Requirement
Please return all lines of the data below containing the string "later".

(Records drawn from a dataset)
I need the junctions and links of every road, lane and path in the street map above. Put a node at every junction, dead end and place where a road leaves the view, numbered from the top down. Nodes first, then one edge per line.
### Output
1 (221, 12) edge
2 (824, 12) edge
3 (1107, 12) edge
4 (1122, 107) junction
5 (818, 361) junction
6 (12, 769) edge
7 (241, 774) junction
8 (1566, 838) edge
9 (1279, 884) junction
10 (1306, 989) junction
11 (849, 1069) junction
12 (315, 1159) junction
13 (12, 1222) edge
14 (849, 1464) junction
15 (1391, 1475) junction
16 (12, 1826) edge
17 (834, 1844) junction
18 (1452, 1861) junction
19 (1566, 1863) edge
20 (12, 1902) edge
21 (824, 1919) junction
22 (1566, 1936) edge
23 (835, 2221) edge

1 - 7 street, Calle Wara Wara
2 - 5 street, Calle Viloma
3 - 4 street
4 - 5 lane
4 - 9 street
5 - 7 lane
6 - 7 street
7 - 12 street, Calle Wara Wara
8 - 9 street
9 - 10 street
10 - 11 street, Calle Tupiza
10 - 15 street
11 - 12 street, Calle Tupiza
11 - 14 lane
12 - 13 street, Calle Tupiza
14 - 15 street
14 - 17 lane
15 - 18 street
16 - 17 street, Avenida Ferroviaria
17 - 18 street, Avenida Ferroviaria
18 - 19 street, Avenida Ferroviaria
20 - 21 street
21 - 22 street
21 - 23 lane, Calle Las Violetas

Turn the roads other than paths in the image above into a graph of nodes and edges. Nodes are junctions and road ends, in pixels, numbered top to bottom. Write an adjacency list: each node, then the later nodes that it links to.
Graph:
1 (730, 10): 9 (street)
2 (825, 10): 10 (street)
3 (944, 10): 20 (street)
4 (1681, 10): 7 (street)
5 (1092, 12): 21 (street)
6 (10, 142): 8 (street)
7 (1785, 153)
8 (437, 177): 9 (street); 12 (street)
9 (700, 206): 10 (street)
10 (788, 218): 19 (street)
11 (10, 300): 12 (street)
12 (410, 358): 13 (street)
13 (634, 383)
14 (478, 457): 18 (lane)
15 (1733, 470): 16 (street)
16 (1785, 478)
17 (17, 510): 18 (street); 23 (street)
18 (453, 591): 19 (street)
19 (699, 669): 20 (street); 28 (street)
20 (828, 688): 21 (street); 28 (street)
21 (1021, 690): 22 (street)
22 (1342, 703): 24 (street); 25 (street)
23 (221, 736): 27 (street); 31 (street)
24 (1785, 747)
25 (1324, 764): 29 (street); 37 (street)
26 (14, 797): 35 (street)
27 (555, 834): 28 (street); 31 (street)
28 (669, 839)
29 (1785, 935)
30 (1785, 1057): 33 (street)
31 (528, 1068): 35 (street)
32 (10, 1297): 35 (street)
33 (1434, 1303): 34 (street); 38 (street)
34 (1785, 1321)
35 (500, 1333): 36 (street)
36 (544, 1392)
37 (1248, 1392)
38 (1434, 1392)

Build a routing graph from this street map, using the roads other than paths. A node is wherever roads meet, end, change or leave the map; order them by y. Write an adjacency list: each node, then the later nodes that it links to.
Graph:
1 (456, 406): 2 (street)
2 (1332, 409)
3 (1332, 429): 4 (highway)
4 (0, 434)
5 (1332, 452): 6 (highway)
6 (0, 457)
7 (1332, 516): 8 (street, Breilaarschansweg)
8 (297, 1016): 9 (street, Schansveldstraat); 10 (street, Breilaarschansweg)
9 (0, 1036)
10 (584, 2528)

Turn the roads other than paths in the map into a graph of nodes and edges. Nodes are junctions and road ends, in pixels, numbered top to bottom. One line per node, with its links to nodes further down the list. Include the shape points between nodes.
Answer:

Output for this exercise
Turn the roads other than paths in the image above into a graph of nodes and edges. Nodes are junctions and road ends, in pixels, numbered top to bottom. Write an adjacency list: each node, then the later nodes that it links to.
Build a routing graph from this street map, using the roads other than paths. A node is wherever roads meet, end, change or leave the map; order them by y. Write an adjacency list: each node, then the later nodes that it links to.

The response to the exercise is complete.